Die Geldpolitik zapft zwar aktuell nichts ab, sondern füllt ein - aber es gibt durchaus Parallelen zur mittelalterlichen Medizin. Verstärkt seit der Finanzkrise 2008/2009 traut man ihr geradezu Wunderdinge zu. Sie soll nicht nur den Finanzsektor vor dem Zusammenbruch bewahren, sondern zugleich globales Wachstum garantieren. Mit ihrer Hilfe soll die Inflation auf ziemlich genau zwei Prozent erhöht, aber auch begrenzt werden. Die Staatshaushalte sollen durch niedrigste Zinssätze vor der endgültigen Überschuldung bewahrt werden. Speziell in Europa ist noch das Euro-System vor dem Auseinanderfallen zu bewahren - "whatever it takes".

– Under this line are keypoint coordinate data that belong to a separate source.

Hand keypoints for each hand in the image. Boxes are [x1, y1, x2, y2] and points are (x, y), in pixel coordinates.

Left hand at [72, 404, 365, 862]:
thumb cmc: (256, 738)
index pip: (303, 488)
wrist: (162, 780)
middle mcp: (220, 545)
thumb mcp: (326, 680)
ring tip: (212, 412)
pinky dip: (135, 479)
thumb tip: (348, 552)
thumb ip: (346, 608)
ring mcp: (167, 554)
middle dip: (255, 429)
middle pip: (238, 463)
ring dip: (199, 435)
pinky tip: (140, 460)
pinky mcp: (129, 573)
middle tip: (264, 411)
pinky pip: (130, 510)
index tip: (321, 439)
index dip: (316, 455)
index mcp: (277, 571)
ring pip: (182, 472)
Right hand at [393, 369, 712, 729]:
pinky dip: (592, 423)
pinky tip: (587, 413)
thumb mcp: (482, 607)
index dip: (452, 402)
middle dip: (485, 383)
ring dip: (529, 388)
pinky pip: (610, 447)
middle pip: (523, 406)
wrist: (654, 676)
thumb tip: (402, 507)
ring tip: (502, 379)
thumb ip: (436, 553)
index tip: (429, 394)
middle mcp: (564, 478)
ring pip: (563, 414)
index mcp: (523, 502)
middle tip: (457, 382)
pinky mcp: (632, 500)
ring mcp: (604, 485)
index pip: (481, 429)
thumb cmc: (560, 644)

Völlig vergessen ist dabei das ökonomische Gesetz des Wirtschaftsnobelpreisträgers Jan Tinbergen, nach dem man für jedes wirtschaftspolitische Ziel ein unabhängiges Instrument benötigt. Zu stark ist die Versuchung, mit dem scheinbaren Wundermittel Geld schwierig erscheinende Wege der Wirtschaftspolitik abzukürzen.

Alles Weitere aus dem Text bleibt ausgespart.